When virtualisation is used on NUMA systems, typically guest VMs will have no knowledge of the memory architecture of the physical host. Consequently they will make poor use of the system's resources, making many expensive memory accesses across the interconnect bus. The same is true when accessing I/O devices such as Network Interface Cards (NICs).

To avoid these issues it is possible to expose all or a subset of the memory architecture of the physical system to the guest VM, allowing it to make more intelligent decisions around the use of memory and how tasks are scheduled to CPU cores.

We call this process the "physicalisation" of virtualisation. Revealing the underlying hardware sacrifices some generality and flexibility, but delivers performance gains through informed placement and scheduling. A compromise is struck; we find we can get most of the benefits of software defined infrastructure without paying a price in performance.

vCPU Pinning

In KVM, the virtual CPUs of a guest VM are emulated by host tasks in userspace of the hypervisor. As such they may be scheduled across any of the cores in the system. This behaviour can lead to sub-optimal cache performance as virtual CPUs are scheduled between CPU cores within a NUMA node or worse, between NUMA nodes. With virtual CPU pinning, we can improve this behaviour by restricting the physical CPU cores on which each virtual CPU can run.

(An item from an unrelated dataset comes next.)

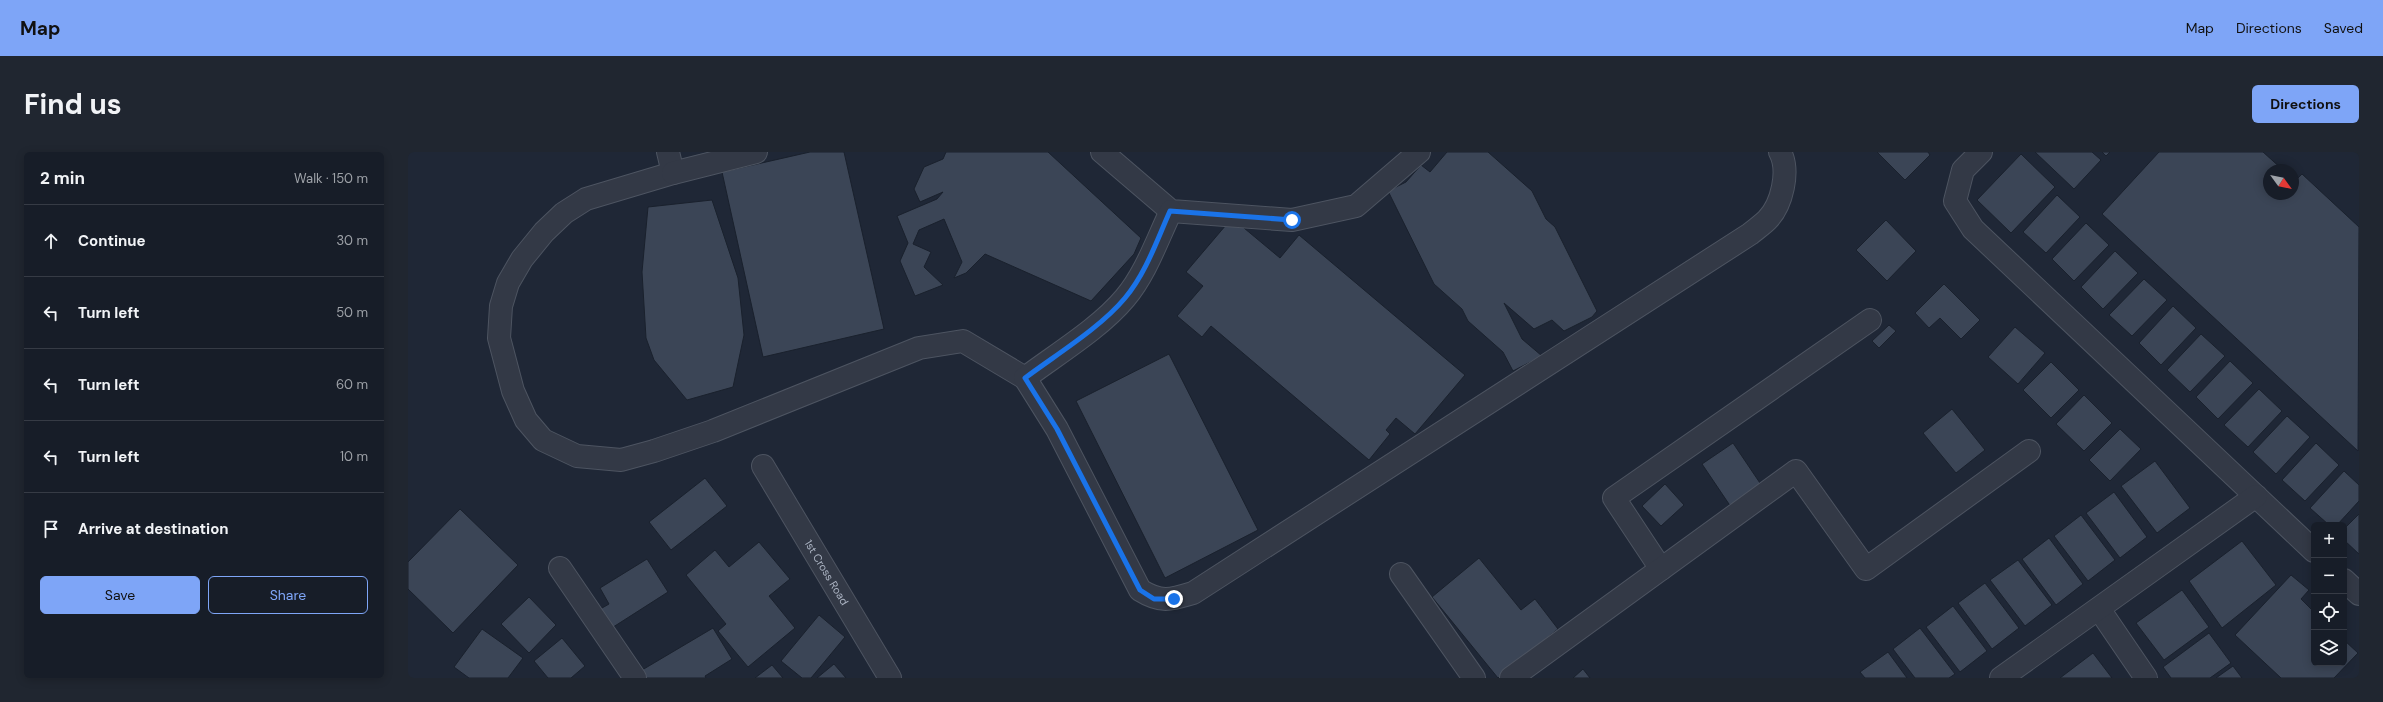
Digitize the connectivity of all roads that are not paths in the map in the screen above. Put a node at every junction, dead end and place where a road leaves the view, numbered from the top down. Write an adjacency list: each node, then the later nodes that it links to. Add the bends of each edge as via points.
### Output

It can in some scenarios be advantageous to also restrict host processes to a subset of the available CPU cores to avoid adverse interactions between hypervisor processes and the application workloads.

NUMA and vCPU Pinning in Nova

Support for NUMA topology awareness and vCPU pinning in OpenStack Nova was first introduced in October 2015 with the Juno release. These features allow Nova to more intelligently schedule VM instances onto the available hardware. Essentially, we can request a NUMA topology via Nova flavor keys or Glance image properties when creating a Nova instance. The same is true for vCPU pinning. The OpenStack admin guide provides some useful information on how to use these features. There is a good blog article by Red Hat on this topic which is worth reading. We are going to build on that here by describing how to deliver these capabilities in TripleO.

NUMA and vCPU Pinning in TripleO

The OpenStack TripleO project provides tools to deploy an OpenStack cloud, and Red Hat's popular OpenStack Platform (OSP) is based on TripleO. The default configuration of TripleO is not optimal for NUMA placement and vCPU pinning, so we'll outline a few steps that can be taken to improve the situation.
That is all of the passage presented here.